[Records from a data source]
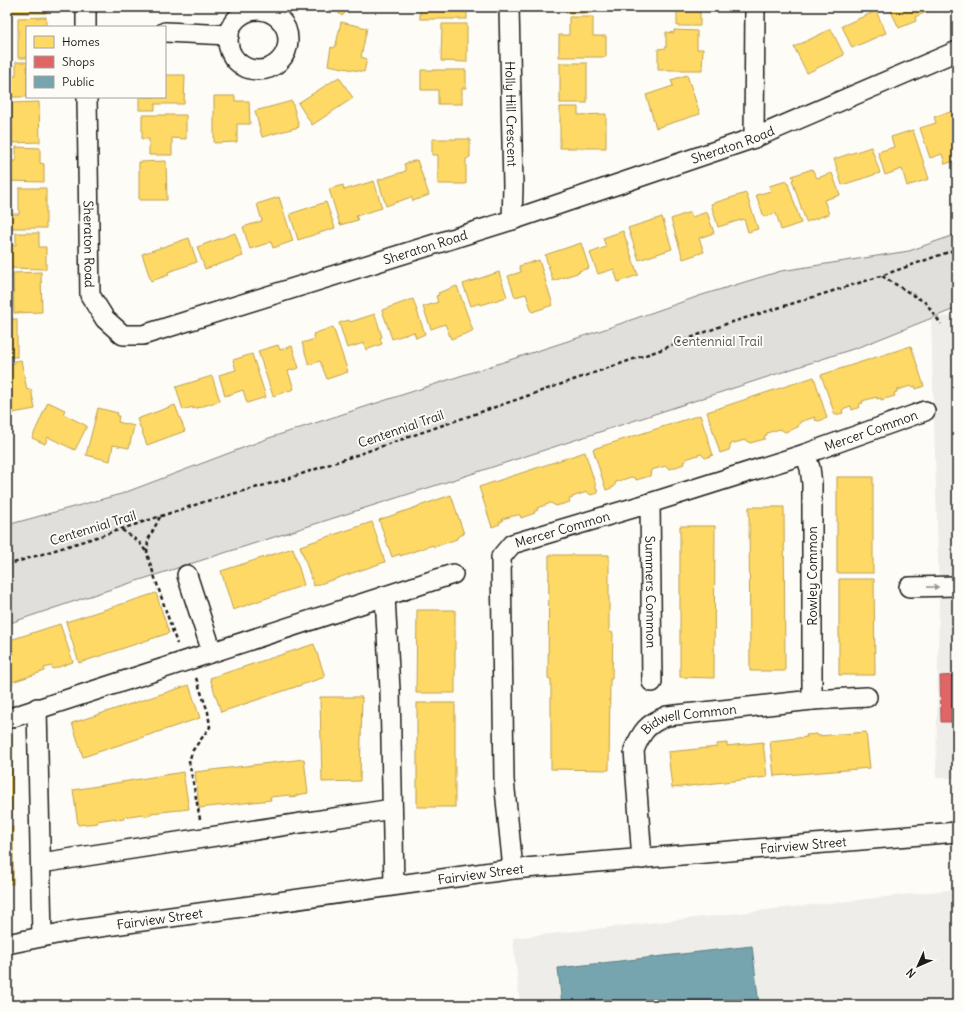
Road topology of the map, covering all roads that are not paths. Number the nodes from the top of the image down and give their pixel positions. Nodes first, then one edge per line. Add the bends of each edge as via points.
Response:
1 (86, 7) edge
2 (509, 7) edge
3 (755, 7) edge
4 (86, 26) edge
5 (166, 32) edge
6 (228, 35) dead end
7 (957, 51) edge
8 (87, 98) edge
9 (754, 138) junction
10 (512, 220) junction
11 (926, 411) dead end
12 (805, 454) junction
13 (650, 503) junction
14 (453, 574) dead end
15 (187, 575) dead end
16 (957, 586) edge
17 (909, 587) dead end
18 (385, 596) junction
19 (212, 652) junction
20 (652, 682) dead end
21 (866, 698) dead end
22 (812, 700) junction
23 (38, 708) junction
24 (7, 719) edge
25 (392, 809) junction
26 (957, 832) edge
27 (642, 859) junction
28 (41, 863) junction
29 (513, 869) junction
30 (394, 885) junction
31 (42, 936) junction
32 (7, 944) edge

1 - 4 street
2 - 10 street, Holly Hill Crescent
3 - 9 street
5 - 6 street
7 - 9 street, Sheraton Road
8 - 10 street, Sheraton Road via 90,295 105,319 123,335 143,335
9 - 10 street, Sheraton Road
11 - 12 street, Mercer Common
12 - 13 street, Mercer Common
12 - 22 street, Rowley Common via 812,484
13 - 20 street, Summers Common
13 - 29 street, Mercer Common via 512,544 501,557 504,780
14 - 18 street
15 - 19 street
17 -> 16 street
18 - 19 street
18 - 25 street
19 - 23 street
21 - 22 street, Bidwell Common
22 - 27 street, Bidwell Common via 667,716 648,725 634,750
23 - 24 street
23 - 28 street
25 - 28 street
25 - 30 street
26 - 27 street, Fairview Street
27 - 29 street, Fairview Street
28 - 31 street
29 - 30 street, Fairview Street
30 - 31 street, Fairview Street
31 - 32 street, Fairview Street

### EXERCISE BRIEF
For each line in the records that contains the word "Fairview", make a copy.

### TASK OUTPUT
26 - 27 street, Fairview Street
27 - 29 street, Fairview Street
29 - 30 street, Fairview Street
30 - 31 street, Fairview Street
31 - 32 street, Fairview Street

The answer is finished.